Любовь надо заслужить - Дарья Биньярди
Шрифт:
Интервал:
Закладка:
У Бетти произношение не феррарское, и я спрашиваю, откуда она.
— Из Чезены, это в Романье, сто километров отсюда, совсем другой мир. Феррара — странный город, но здесь хороший университет, я изучаю право. Работаю три дня в неделю, после обеда. Хотела стать стилистом, но мой отец считает, что сначала надо получить высшее образование, представь…
И она строит такую мину, что сразу становится понятным ее отношение к учебе.
— В каком смысле Феррара — странная?
— Не знаю, как тебе объяснить, может, все дело в феррарцах, такое ощущение, что они всегда тебя осуждают. Ты тоже не из Феррары, верно?
— Нет, я из Болоньи.
— Ну, вот.
Я не спрашиваю, что значит «Ну, вот», а интересуюсь, знает ли она Изабеллу, которая работает в баре на проспекте Джовекка, и лицо Бетти озаряется:
— Конечно! Вот она тоже другая, хоть и родилась здесь. Между прочим, у нее потрясающий вкус. Она покупала тут у нас кучу вещей, раньше, пока не схватили…
И замолкает, прикусывая нижнюю губу, совершенно как ребенок.
— А, ее парня, знаю, не волнуйся. Из–за этой истории… — блефую я и жду от Бетти продолжения.

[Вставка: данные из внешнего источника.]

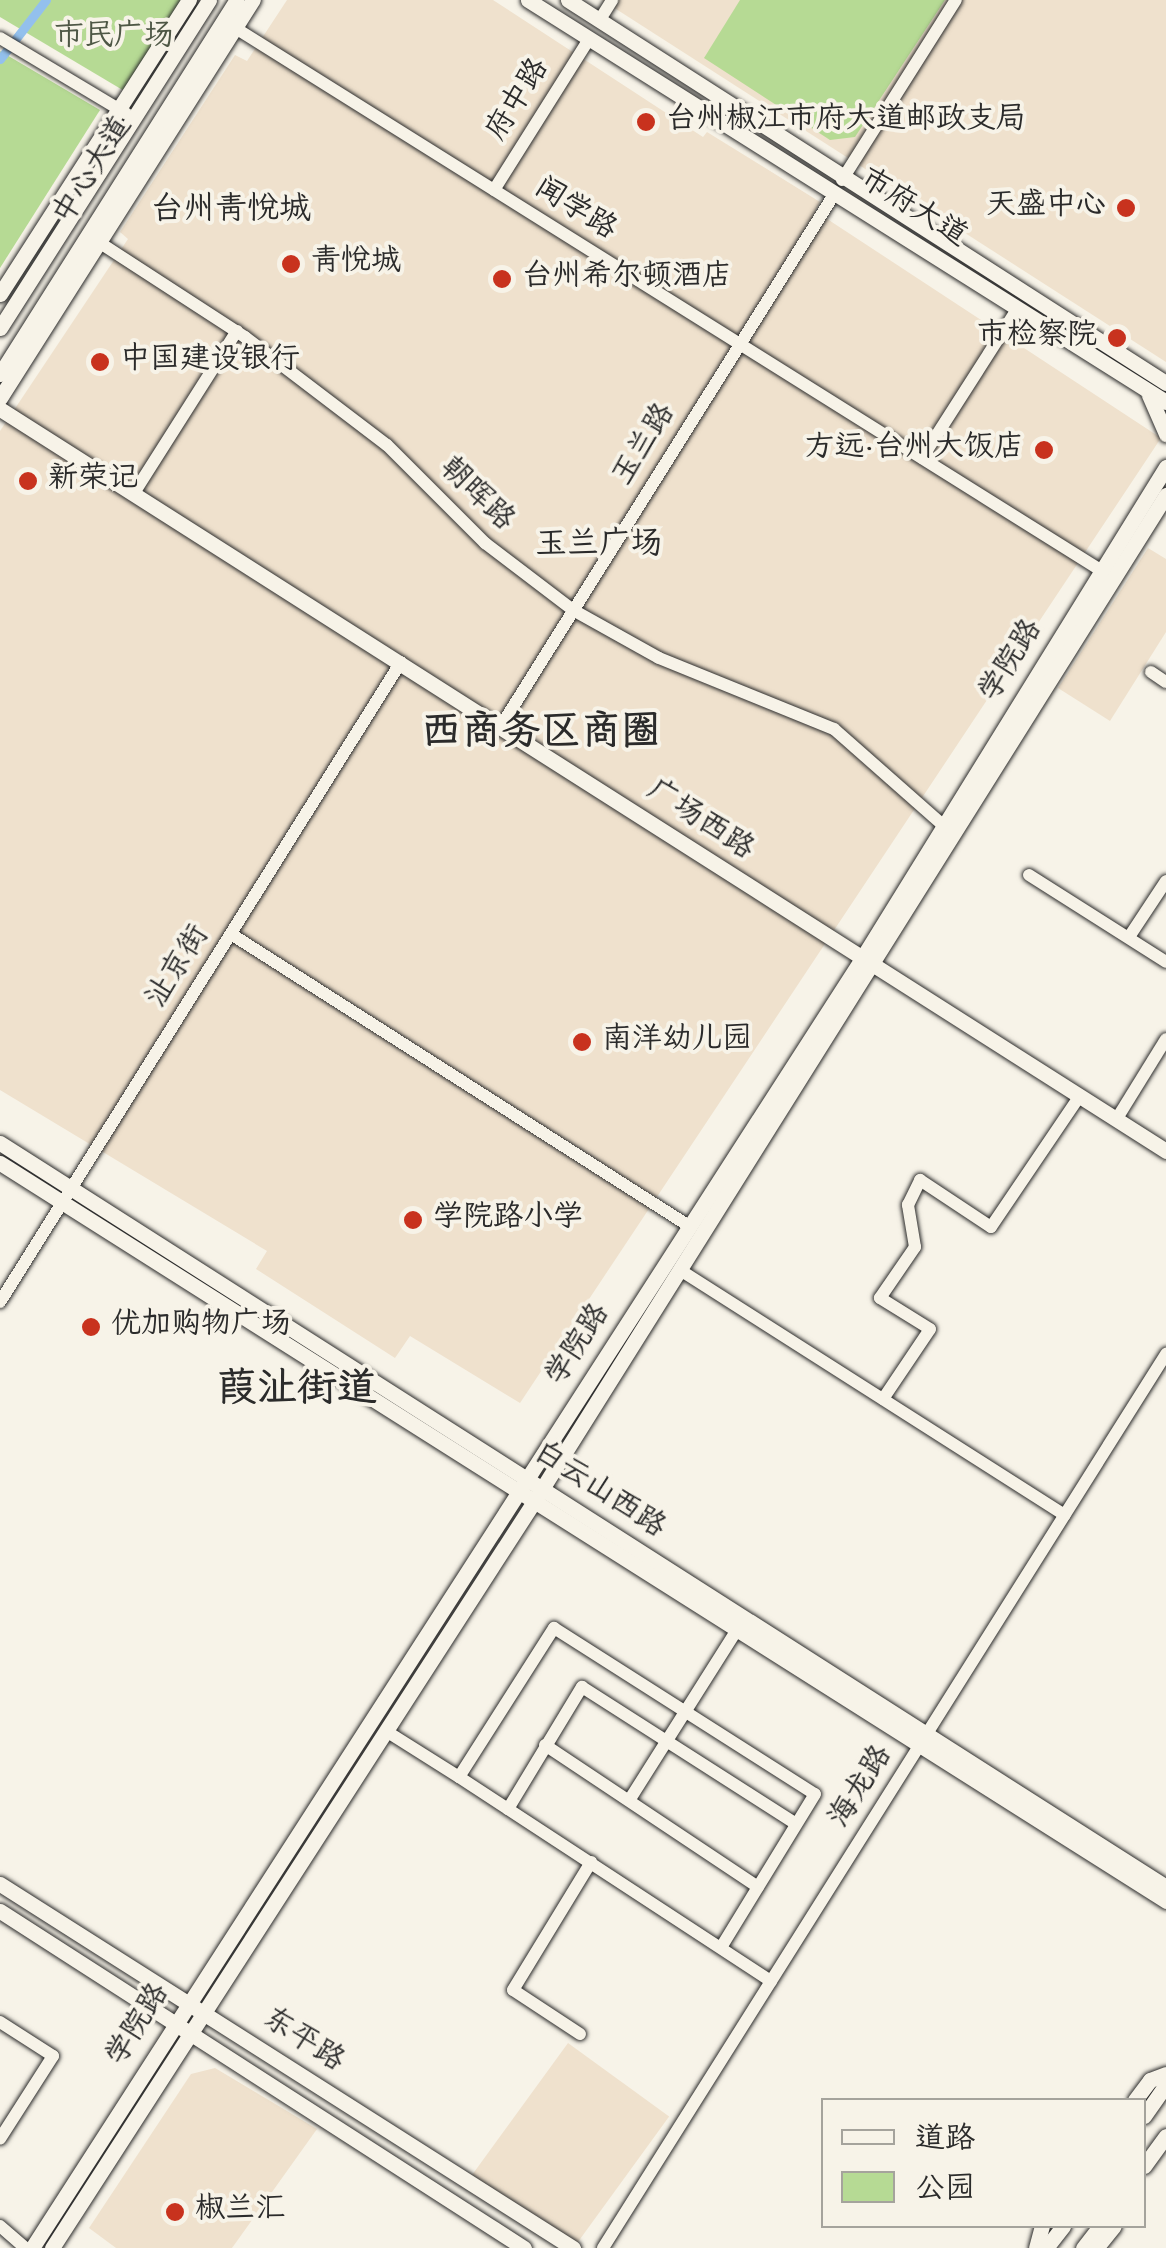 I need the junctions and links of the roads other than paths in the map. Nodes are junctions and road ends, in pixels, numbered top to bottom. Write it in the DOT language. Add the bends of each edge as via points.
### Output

— Прости… я не знала, что вы подруги… всегда болтаю лишнее… знаешь, Рикки — классный парень, просто не могу поверить, что он сейчас в Арджиноне, бедняга…
Делаю вид, будто я в курсе, что такое Арджиноне, и продолжаю как ни в чем не бывало:
— Да, вообще, странно… А ты как думаешь? — бросаю наживку.
Реакция следует незамедлительно.
— Слушай, за год он оставил у нас в магазине три тысячи евро, наверное, и всегда расплачивался наличными, но чтобы всучить фальшивые деньги — никогда. Я всегда проверяю даже мелкие купюры на машинке. По–моему, это ошибка. Кто–то его подставил. Он же — добряк, широкая натура.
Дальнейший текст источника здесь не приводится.